Once companies begin conversations with HCPs, this level of personalisation can be enhanced further by using AI to store and analyse insights from previous interactions. This enables medical reps to ensure each new interaction with a doctor evolves off the last one. The technology can also help to automate routine tasks, such as follow-up emails with conversation summaries, meeting reminders and updated content and product info.
But some pharmaceutical companies are going one step further. Edward Morris is the Lead Prompt Engineer at Enigmatica. The company helps pharma firms to harness the power of Gen AI, but also create their own miniature AI agents. These are software systems trained using specific information designed for specific audiences in individual industries. “These agents hold information about a particular product or service,” says Morris. “Doctors can ask the agent questions about potential side effects of treatments and compare them to existing products without speaking to a medical rep.”
Unlocking MLR with AI
Information created by pharmaceutical companies must undergo Medical Legal Regulatory (MLR) review. This is a critical process, ensuring all promotional and non-promotional materials are accurate, fair, balanced and comply with applicable laws and regulations. This review involves medical experts, legal professionals, and regulatory affairs personnel to scrutinise content for accuracy, safety and compliance.

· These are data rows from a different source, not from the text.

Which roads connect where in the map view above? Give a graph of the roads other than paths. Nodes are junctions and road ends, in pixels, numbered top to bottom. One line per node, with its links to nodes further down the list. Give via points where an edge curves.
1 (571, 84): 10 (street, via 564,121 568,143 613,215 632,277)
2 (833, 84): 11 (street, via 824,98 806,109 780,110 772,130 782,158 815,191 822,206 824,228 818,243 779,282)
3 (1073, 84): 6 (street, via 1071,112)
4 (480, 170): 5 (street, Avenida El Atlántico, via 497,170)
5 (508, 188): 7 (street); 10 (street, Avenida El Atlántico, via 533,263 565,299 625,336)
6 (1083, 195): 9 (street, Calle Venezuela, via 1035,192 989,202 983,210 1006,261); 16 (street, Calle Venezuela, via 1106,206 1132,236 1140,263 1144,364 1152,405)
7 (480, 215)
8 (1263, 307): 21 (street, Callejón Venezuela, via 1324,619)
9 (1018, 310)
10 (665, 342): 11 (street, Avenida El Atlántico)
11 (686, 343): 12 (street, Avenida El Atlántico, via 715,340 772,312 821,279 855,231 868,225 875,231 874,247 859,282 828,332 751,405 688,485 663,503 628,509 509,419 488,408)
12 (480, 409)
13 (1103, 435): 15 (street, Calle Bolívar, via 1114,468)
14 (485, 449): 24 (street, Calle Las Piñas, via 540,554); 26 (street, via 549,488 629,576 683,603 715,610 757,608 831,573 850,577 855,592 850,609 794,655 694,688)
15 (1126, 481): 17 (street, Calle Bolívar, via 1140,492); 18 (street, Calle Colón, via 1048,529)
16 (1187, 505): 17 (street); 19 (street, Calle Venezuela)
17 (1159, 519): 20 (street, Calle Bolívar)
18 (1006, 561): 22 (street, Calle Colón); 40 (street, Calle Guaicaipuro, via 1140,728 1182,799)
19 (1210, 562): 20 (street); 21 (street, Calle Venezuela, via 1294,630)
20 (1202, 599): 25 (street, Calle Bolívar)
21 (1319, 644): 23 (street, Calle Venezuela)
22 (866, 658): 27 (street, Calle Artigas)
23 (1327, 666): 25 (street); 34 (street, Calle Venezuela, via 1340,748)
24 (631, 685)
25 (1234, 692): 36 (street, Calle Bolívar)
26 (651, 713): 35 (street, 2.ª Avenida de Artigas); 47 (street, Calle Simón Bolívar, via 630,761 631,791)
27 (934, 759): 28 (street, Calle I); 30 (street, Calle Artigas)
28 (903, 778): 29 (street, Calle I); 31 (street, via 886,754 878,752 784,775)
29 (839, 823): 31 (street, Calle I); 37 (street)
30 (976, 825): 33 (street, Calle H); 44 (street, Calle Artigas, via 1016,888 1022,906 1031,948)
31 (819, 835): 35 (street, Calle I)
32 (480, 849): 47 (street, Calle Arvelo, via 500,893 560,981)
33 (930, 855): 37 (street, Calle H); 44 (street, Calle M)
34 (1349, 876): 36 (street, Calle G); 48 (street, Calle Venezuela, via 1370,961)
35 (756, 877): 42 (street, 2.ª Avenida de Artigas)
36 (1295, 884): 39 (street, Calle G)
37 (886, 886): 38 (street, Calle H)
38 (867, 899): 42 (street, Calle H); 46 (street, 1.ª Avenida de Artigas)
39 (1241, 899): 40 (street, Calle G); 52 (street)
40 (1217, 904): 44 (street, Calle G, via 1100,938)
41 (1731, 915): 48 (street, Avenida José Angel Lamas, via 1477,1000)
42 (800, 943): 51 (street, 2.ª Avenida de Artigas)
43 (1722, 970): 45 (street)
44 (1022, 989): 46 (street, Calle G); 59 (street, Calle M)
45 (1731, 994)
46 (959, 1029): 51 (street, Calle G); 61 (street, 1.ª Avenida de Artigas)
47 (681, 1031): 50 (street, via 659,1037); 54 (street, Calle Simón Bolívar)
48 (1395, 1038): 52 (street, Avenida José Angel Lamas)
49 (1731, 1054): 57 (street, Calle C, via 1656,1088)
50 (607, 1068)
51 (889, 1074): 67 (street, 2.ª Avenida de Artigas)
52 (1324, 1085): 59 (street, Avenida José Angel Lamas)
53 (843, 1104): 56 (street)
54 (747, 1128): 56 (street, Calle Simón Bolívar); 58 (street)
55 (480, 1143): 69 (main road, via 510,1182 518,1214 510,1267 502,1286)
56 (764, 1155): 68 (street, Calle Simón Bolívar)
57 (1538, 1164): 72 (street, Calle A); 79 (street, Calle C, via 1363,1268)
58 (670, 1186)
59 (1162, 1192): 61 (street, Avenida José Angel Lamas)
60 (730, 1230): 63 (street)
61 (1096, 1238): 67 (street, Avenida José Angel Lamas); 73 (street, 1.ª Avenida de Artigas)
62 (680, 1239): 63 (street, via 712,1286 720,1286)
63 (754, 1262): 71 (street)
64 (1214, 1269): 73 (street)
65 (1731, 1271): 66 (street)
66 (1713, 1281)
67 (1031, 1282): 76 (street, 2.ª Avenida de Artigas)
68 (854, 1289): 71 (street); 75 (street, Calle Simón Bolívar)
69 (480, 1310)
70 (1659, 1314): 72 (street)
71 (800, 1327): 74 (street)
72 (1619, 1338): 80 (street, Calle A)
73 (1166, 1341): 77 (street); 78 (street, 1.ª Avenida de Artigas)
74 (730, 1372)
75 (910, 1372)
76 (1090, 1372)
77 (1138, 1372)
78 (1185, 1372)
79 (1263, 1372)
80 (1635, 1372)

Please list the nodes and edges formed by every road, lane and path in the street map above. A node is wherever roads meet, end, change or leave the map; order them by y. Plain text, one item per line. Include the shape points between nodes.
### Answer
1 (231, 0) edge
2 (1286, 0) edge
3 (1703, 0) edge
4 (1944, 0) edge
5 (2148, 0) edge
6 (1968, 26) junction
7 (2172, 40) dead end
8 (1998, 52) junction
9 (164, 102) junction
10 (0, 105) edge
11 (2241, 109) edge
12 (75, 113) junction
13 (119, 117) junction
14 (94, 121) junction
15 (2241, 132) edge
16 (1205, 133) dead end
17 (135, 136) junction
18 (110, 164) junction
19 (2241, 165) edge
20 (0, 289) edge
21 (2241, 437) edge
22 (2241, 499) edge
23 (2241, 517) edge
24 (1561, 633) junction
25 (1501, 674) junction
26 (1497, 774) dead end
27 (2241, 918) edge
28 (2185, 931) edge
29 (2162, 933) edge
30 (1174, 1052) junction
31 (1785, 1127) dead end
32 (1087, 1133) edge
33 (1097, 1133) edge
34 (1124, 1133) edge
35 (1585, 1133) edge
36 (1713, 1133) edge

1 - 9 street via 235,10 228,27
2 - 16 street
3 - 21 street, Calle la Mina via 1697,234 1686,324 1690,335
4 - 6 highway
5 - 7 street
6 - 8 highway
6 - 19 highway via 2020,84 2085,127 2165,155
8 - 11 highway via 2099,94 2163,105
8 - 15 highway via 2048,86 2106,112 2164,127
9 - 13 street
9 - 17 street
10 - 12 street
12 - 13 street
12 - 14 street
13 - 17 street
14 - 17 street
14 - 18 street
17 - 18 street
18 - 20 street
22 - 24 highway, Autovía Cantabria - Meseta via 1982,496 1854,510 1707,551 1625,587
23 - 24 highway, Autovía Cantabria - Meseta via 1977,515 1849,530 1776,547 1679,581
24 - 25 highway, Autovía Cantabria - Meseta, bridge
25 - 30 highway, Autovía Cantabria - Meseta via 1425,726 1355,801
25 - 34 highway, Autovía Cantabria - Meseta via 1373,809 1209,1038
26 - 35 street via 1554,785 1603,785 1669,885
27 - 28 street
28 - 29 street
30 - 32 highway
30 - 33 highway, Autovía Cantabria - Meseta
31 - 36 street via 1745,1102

Pharma companies must innovate and do so at speed
This process is often lengthy and can require multiple review stages before information is considered compliant and approved for publication. Delays can cause frustration for pharmaceutical companies as they race to keep HCPs informed and do so ahead of their competitors. But AI could be used to accelerate the speed of approvals.
Emma Hyland, VP of strategy and commercial content at Veeva, explains. “We really believe that if the quality of the content that is entering this review and approval process is better, then it’ll mean there are fewer review stages. It’s common sense. We can use AI to take care of simple, time consuming tasks, like spelling and grammar checks and making sure formatting is compliant with regulations in different regions.”
Hyland says this would empower pharmaceutical marketers to spend their time on high value tasks. “Marketers should be focused on asking critical questions, like: ‘Is this claim really representing what we want to be able to say to our customers? Are we really representing this data in a safe and effective way for the HCPs?’ That’s where they provide really high value. That’s the step that needs to happen. AI can really help with it.”

of HCPs that are communicating with pharma companies meet with three or fewer firms
Human x AI
However, on all steps of the journey, human insight and input remain critical. Maxim Polyakov, SVP of business intelligence and research at M3, says: “There are two themes that really resonate for me when people talk about AI. The first is that, right now, AI is being positioned as a tool that makes an expert better at their job. It does not make a non-expert into an expert, and that distinction is key. The second is about the steps that need to be taken in deploying AI well, such as ensuring it is used within a clear set of guardrails that enable appropriate risk management, and by team members who are properly trained and are aware of AI’s limitations.”
Ultimately, if deployed well, AI can help pharmaceutical companies step up their game in how well they can engage HCPs. By contrast, companies that fail to innovate will fall further and further behind.